Atlantis vs the alternatives

TFC, Spacelift, env0, CI.

Advanced10 min · lesson 12 of 12

Atlantis is the popular open-source, self-hosted choice for Terraform PR automation, but it sits in a field worth knowing. Terraform Cloud/Enterprise (HashiCorp) is the managed option with remote state, a private registry, Sentinel policy, and a UI. Spacelift and env0 are commercial platforms with richer workflows, drift detection, and policy across Terraform/OpenTofu/Pulumi. And plain CI (the pattern in the Terraform course) can do plan-on-PR / apply-on-merge without a dedicated server, trading Atlantis’s Terraform-specific niceties for generality.

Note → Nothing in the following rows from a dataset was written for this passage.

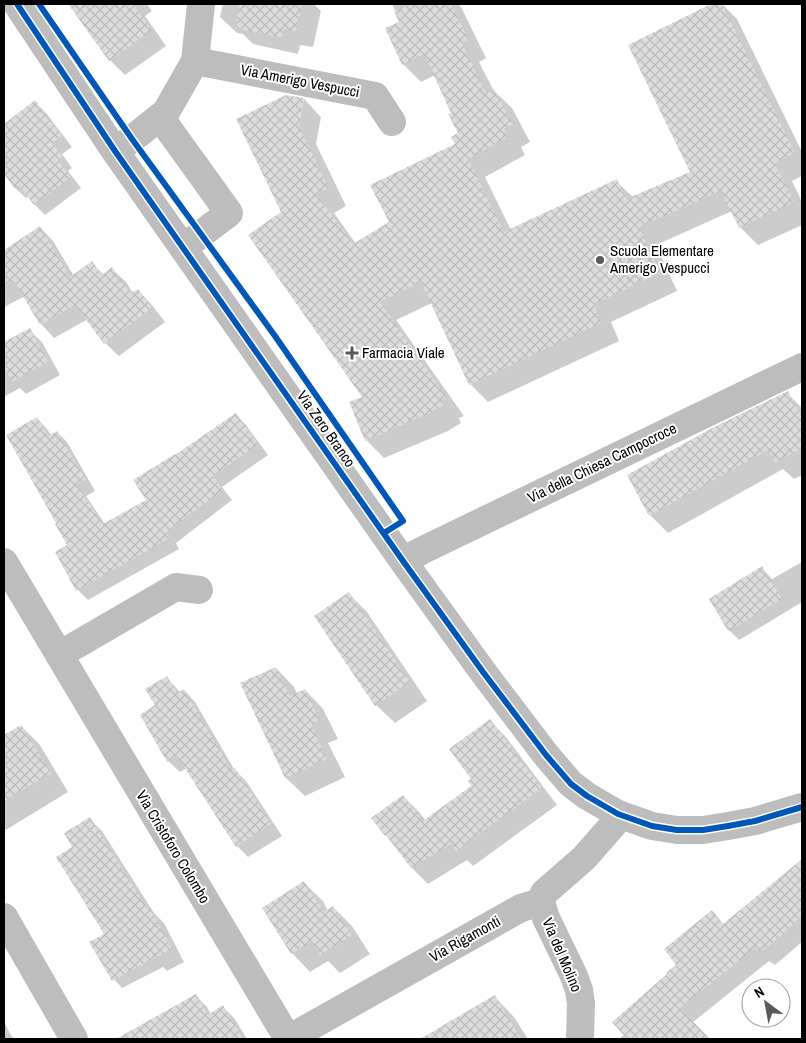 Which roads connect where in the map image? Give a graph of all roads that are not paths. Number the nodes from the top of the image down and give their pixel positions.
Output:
1 (17, 4) edge
2 (201, 4) edge
3 (195, 60) junction
4 (160, 117) junction
5 (392, 122) dead end
6 (115, 151) junction
7 (183, 248) junction
8 (802, 367) edge
9 (404, 561) junction
10 (4, 562) edge
11 (198, 590) dead end
12 (59, 655) junction
13 (802, 807) edge
14 (618, 814) junction
15 (541, 902) junction
16 (4, 917) edge
17 (74, 1039) edge
18 (288, 1039) edge
19 (580, 1039) edge

1 - 6 street, Via Zero Branco
2 - 3 street
3 - 4 street
3 - 5 street, Via Amerigo Vespucci
4 - 6 street
4 - 7 street
6 - 7 street, Via Zero Branco
7 - 9 street, Via Zero Branco
8 - 9 street, Via della Chiesa Campocroce
9 - 14 street, Via Zero Branco
10 - 12 street, Via Cristoforo Colombo
11 - 12 street
12 - 18 street, Via Cristoforo Colombo
13 - 14 street, Via Zero Branco
14 - 15 street
15 - 18 street, Via Rigamonti
15 - 19 street, Via del Molino
16 - 17 street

Terraform automation options
self-hosted / open
Atlantis
PR-driven, you run it
plain CI
general, DIY workflow
managed / commercial
Terraform Cloud/Ent
HashiCorp, Sentinel
Spacelift / env0
richer, multi-IaC, drift
Atlantis: self-hosted control and the classic PR flow. Managed platforms: less to run, more features, a vendor.

Choosing

Pick Atlantis when you want a self-hosted, Terraform-native PR workflow you fully control and are willing to operate (and secure) the server. Pick a managed platform when you would rather not run it and want built-in state, policy, and drift detection. Pick plain CI when your team already has strong pipelines and wants one system for everything. The GitOps courses on Argo CD and Flux cover the Kubernetes side of this same reconcile-from-Git idea, which is a different (and complementary) problem from Terraform PR automation.

Self-hosted means you own the hardening
The trade for Atlantis’s control is that its security is entirely your responsibility — a managed platform handles a lot of the credential, network, and isolation hardening for you (at the cost of trusting a vendor and paying for it). If you run Atlantis, budget for operating it well: patching, the webhook/allowlist/workflow/credential controls from this course, and monitoring. An unmaintained self-hosted automation server is a liability, not a convenience.